----- Exercise materials -----

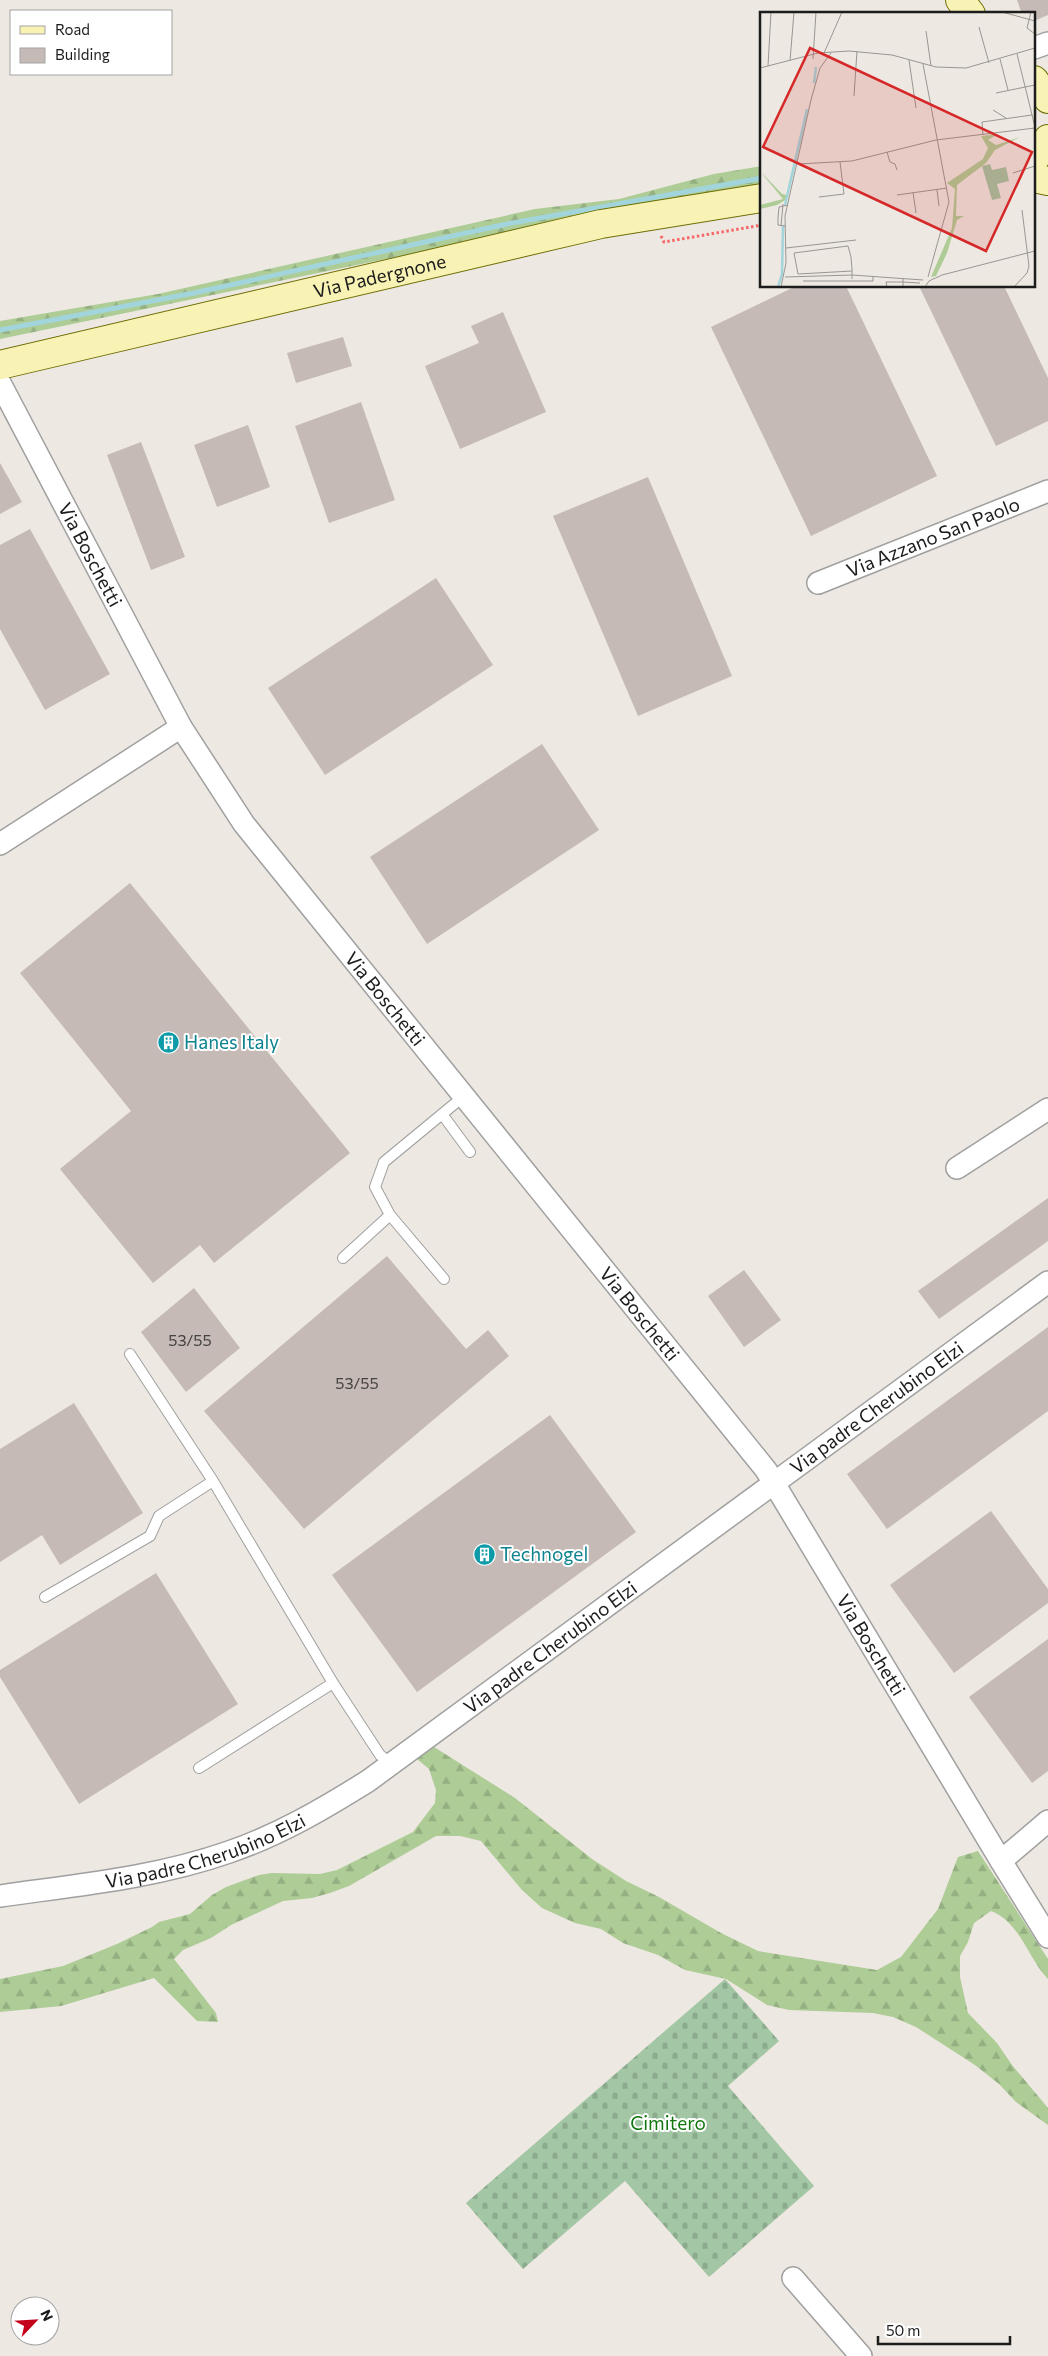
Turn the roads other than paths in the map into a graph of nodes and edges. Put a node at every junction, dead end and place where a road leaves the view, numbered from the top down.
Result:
1 (1048, 43) edge
2 (1036, 47) edge
3 (1036, 83) edge
4 (1048, 99) edge
5 (1048, 140) edge
6 (1042, 175) edge
7 (760, 198) edge
8 (0, 366) edge
9 (0, 383) edge
10 (1048, 491) edge
11 (818, 582) dead end
12 (181, 727) junction
13 (0, 844) edge
14 (464, 1096) junction
15 (1048, 1109) edge
16 (442, 1114) junction
17 (470, 1152) dead end
18 (957, 1168) dead end
19 (390, 1215) junction
20 (344, 1258) dead end
21 (444, 1279) dead end
22 (1048, 1282) edge
23 (130, 1354) dead end
24 (213, 1481) junction
25 (775, 1482) junction
26 (45, 1597) dead end
27 (333, 1683) junction
28 (390, 1763) junction
29 (198, 1768) dead end
30 (1048, 1821) edge
31 (1000, 1861) junction
32 (0, 1896) edge
33 (1048, 1937) edge
34 (793, 2278) dead end
35 (861, 2356) edge

1 - 2 street
3 - 4 street
5 - 6 street
7 - 8 street, Via Padergnone
9 - 12 street, Via Boschetti
10 - 11 street, Via Azzano San Paolo
12 - 13 street
12 - 14 street, Via Boschetti
14 - 16 lane
14 - 25 street, Via Boschetti
15 - 18 street
16 - 17 lane
16 - 19 lane
19 - 20 lane
19 - 21 lane
22 - 25 street, Via padre Cherubino Elzi
23 - 24 lane
24 - 26 lane
24 - 27 lane
25 - 28 street, Via padre Cherubino Elzi
25 - 31 street, Via Boschetti
27 - 28 lane
27 - 29 lane
28 - 32 street, Via padre Cherubino Elzi
30 - 31 street
31 - 33 street, Via Boschetti
34 - 35 street

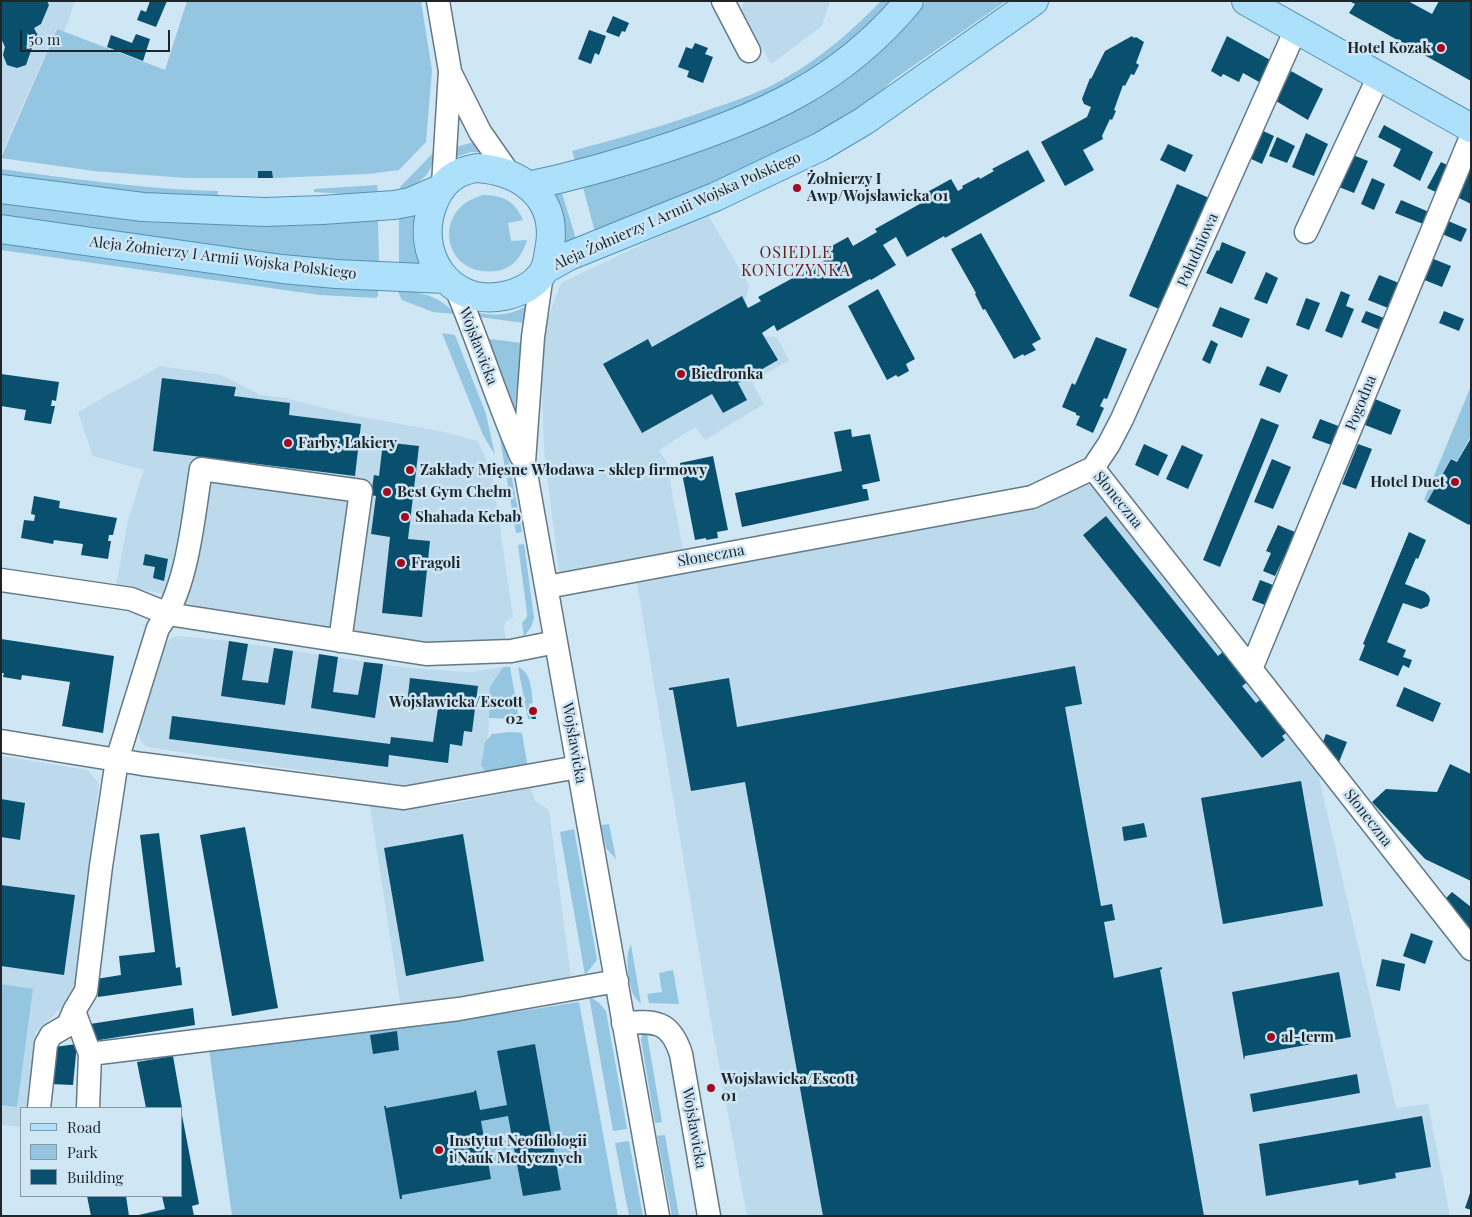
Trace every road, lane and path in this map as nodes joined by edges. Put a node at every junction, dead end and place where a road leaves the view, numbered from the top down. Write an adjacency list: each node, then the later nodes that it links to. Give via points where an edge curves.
1 (438, 1): 8 (street)
2 (723, 1): 7 (street)
3 (909, 1): 12 (main road, via 888,25 840,67 770,109 606,167)
4 (1034, 1): 17 (main road, Aleja Żołnierzy I Armii Wojska Polskiego, via 864,121 828,142 735,188 569,256)
5 (1246, 1): 6 (main road)
6 (1296, 30): 9 (main road); 20 (street, Południowa, via 1122,419)
7 (749, 51)
8 (450, 71): 12 (street, via 480,132); 13 (street)
9 (1379, 76): 10 (main road); 16 (street)
10 (1471, 128)
11 (1471, 137): 26 (street, Pogodna)
12 (519, 180): 13 (main road, via 495,170 470,169); 17 (main road, via 538,195 550,221 550,240)
13 (441, 187): 14 (main road, via 410,202 394,205 265,212 143,207); 18 (main road, via 428,218 428,249 433,263)
14 (1, 189)
15 (1, 229): 18 (main road, Aleja Żołnierzy I Armii Wojska Polskiego, via 282,269)
16 (1306, 232)
17 (543, 272): 18 (main road, via 523,290 501,296 468,293); 19 (street, Wojsławicka, via 533,337)
18 (450, 282): 19 (street, Wojsławicka, via 474,331)
19 (524, 462): 22 (street, Wojsławicka)
20 (1093, 468): 22 (street, Słoneczna, via 1032,497); 26 (street, Słoneczna)
21 (1, 580): 23 (street, via 131,599)
22 (547, 587): 25 (street, Wojsławicka)
23 (168, 614): 24 (street); 24 (street, via 185,563 201,469 361,491); 28 (street, via 158,628)
24 (340, 641): 25 (street, via 426,654 512,651)
25 (556, 642): 29 (street, Wojsławicka)
26 (1251, 669): 30 (street, Słoneczna)
27 (1, 741): 28 (street)
28 (118, 760): 29 (street, via 404,798); 32 (street, via 86,991)
29 (578, 767): 31 (street, Wojsławicka)
30 (1471, 949)
31 (616, 982): 33 (street, Wojsławicka); 34 (street, via 459,1009)
32 (74, 1011): 34 (street); 35 (street, via 68,1025 50,1035 46,1044)
33 (624, 1023): 37 (street, Wojsławicka); 38 (street, Wojsławicka, via 657,1023 671,1032 677,1041)
34 (90, 1054): 36 (street)
35 (39, 1107)
36 (88, 1107)
37 (658, 1216)
38 (709, 1216)

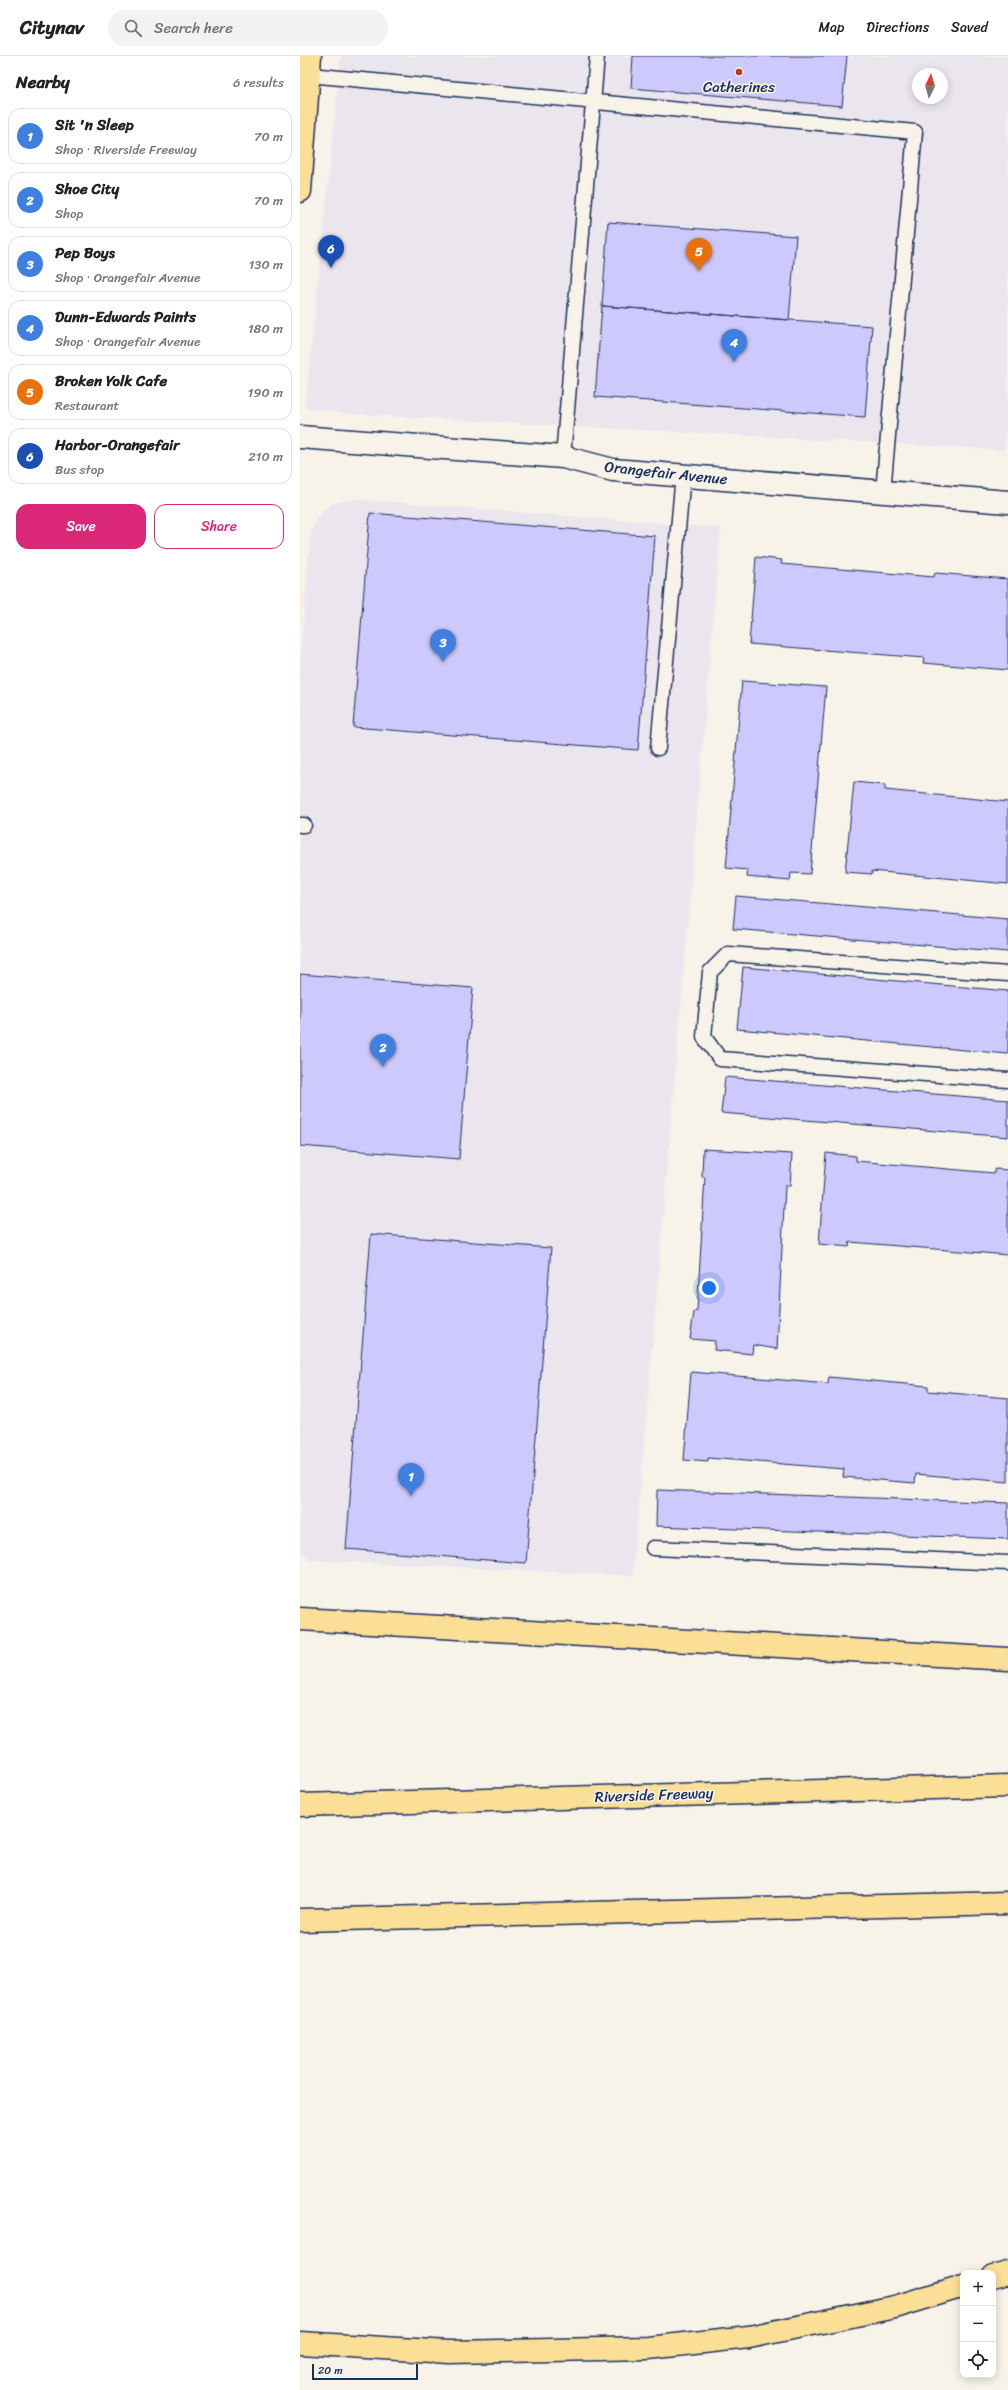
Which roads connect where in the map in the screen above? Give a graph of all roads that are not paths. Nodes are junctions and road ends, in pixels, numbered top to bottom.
1 (597, 56) edge
2 (310, 66) edge
3 (593, 103) junction
4 (300, 191) edge
5 (300, 437) edge
6 (563, 457) junction
7 (683, 475) junction
8 (883, 492) junction
9 (1008, 502) edge
10 (658, 748) dead end
11 (1008, 974) edge
12 (1008, 1080) edge
13 (653, 1548) dead end
14 (1008, 1563) edge
15 (300, 1619) edge
16 (1008, 1659) edge
17 (1008, 1786) edge
18 (300, 1805) edge
19 (1008, 1903) edge
20 (300, 1920) edge
21 (1008, 2273) edge
22 (996, 2276) edge
23 (960, 2287) edge
24 (300, 2343) edge

1 - 3 lane
2 - 3 lane
2 - 4 main road
3 - 6 lane
3 - 8 lane
5 - 6 street, Orangefair Avenue
6 - 7 street, Orangefair Avenue
7 - 8 street, Orangefair Avenue
7 - 10 lane
8 - 9 street, Orangefair Avenue
11 - 12 lane
13 - 14 lane
15 - 16 main road
17 - 18 main road, Riverside Freeway
19 - 20 main road
21 - 22 main road
23 - 24 main road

-----

### The task
For every record above, repeat the text exactly and omit any picture.

### Answer to the problem
Turn the roads other than paths in the map into a graph of nodes and edges. Put a node at every junction, dead end and place where a road leaves the view, numbered from the top down.
Result:
1 (1048, 43) edge
2 (1036, 47) edge
3 (1036, 83) edge
4 (1048, 99) edge
5 (1048, 140) edge
6 (1042, 175) edge
7 (760, 198) edge
8 (0, 366) edge
9 (0, 383) edge
10 (1048, 491) edge
11 (818, 582) dead end
12 (181, 727) junction
13 (0, 844) edge
14 (464, 1096) junction
15 (1048, 1109) edge
16 (442, 1114) junction
17 (470, 1152) dead end
18 (957, 1168) dead end
19 (390, 1215) junction
20 (344, 1258) dead end
21 (444, 1279) dead end
22 (1048, 1282) edge
23 (130, 1354) dead end
24 (213, 1481) junction
25 (775, 1482) junction
26 (45, 1597) dead end
27 (333, 1683) junction
28 (390, 1763) junction
29 (198, 1768) dead end
30 (1048, 1821) edge
31 (1000, 1861) junction
32 (0, 1896) edge
33 (1048, 1937) edge
34 (793, 2278) dead end
35 (861, 2356) edge

1 - 2 street
3 - 4 street
5 - 6 street
7 - 8 street, Via Padergnone
9 - 12 street, Via Boschetti
10 - 11 street, Via Azzano San Paolo
12 - 13 street
12 - 14 street, Via Boschetti
14 - 16 lane
14 - 25 street, Via Boschetti
15 - 18 street
16 - 17 lane
16 - 19 lane
19 - 20 lane
19 - 21 lane
22 - 25 street, Via padre Cherubino Elzi
23 - 24 lane
24 - 26 lane
24 - 27 lane
25 - 28 street, Via padre Cherubino Elzi
25 - 31 street, Via Boschetti
27 - 28 lane
27 - 29 lane
28 - 32 street, Via padre Cherubino Elzi
30 - 31 street
31 - 33 street, Via Boschetti
34 - 35 street

Trace every road, lane and path in this map as nodes joined by edges. Put a node at every junction, dead end and place where a road leaves the view, numbered from the top down. Write an adjacency list: each node, then the later nodes that it links to. Give via points where an edge curves.
1 (438, 1): 8 (street)
2 (723, 1): 7 (street)
3 (909, 1): 12 (main road, via 888,25 840,67 770,109 606,167)
4 (1034, 1): 17 (main road, Aleja Żołnierzy I Armii Wojska Polskiego, via 864,121 828,142 735,188 569,256)
5 (1246, 1): 6 (main road)
6 (1296, 30): 9 (main road); 20 (street, Południowa, via 1122,419)
7 (749, 51)
8 (450, 71): 12 (street, via 480,132); 13 (street)
9 (1379, 76): 10 (main road); 16 (street)
10 (1471, 128)
11 (1471, 137): 26 (street, Pogodna)
12 (519, 180): 13 (main road, via 495,170 470,169); 17 (main road, via 538,195 550,221 550,240)
13 (441, 187): 14 (main road, via 410,202 394,205 265,212 143,207); 18 (main road, via 428,218 428,249 433,263)
14 (1, 189)
15 (1, 229): 18 (main road, Aleja Żołnierzy I Armii Wojska Polskiego, via 282,269)
16 (1306, 232)
17 (543, 272): 18 (main road, via 523,290 501,296 468,293); 19 (street, Wojsławicka, via 533,337)
18 (450, 282): 19 (street, Wojsławicka, via 474,331)
19 (524, 462): 22 (street, Wojsławicka)
20 (1093, 468): 22 (street, Słoneczna, via 1032,497); 26 (street, Słoneczna)
21 (1, 580): 23 (street, via 131,599)
22 (547, 587): 25 (street, Wojsławicka)
23 (168, 614): 24 (street); 24 (street, via 185,563 201,469 361,491); 28 (street, via 158,628)
24 (340, 641): 25 (street, via 426,654 512,651)
25 (556, 642): 29 (street, Wojsławicka)
26 (1251, 669): 30 (street, Słoneczna)
27 (1, 741): 28 (street)
28 (118, 760): 29 (street, via 404,798); 32 (street, via 86,991)
29 (578, 767): 31 (street, Wojsławicka)
30 (1471, 949)
31 (616, 982): 33 (street, Wojsławicka); 34 (street, via 459,1009)
32 (74, 1011): 34 (street); 35 (street, via 68,1025 50,1035 46,1044)
33 (624, 1023): 37 (street, Wojsławicka); 38 (street, Wojsławicka, via 657,1023 671,1032 677,1041)
34 (90, 1054): 36 (street)
35 (39, 1107)
36 (88, 1107)
37 (658, 1216)
38 (709, 1216)

Which roads connect where in the map in the screen above? Give a graph of all roads that are not paths. Nodes are junctions and road ends, in pixels, numbered top to bottom.
1 (597, 56) edge
2 (310, 66) edge
3 (593, 103) junction
4 (300, 191) edge
5 (300, 437) edge
6 (563, 457) junction
7 (683, 475) junction
8 (883, 492) junction
9 (1008, 502) edge
10 (658, 748) dead end
11 (1008, 974) edge
12 (1008, 1080) edge
13 (653, 1548) dead end
14 (1008, 1563) edge
15 (300, 1619) edge
16 (1008, 1659) edge
17 (1008, 1786) edge
18 (300, 1805) edge
19 (1008, 1903) edge
20 (300, 1920) edge
21 (1008, 2273) edge
22 (996, 2276) edge
23 (960, 2287) edge
24 (300, 2343) edge

1 - 3 lane
2 - 3 lane
2 - 4 main road
3 - 6 lane
3 - 8 lane
5 - 6 street, Orangefair Avenue
6 - 7 street, Orangefair Avenue
7 - 8 street, Orangefair Avenue
7 - 10 lane
8 - 9 street, Orangefair Avenue
11 - 12 lane
13 - 14 lane
15 - 16 main road
17 - 18 main road, Riverside Freeway
19 - 20 main road
21 - 22 main road
23 - 24 main road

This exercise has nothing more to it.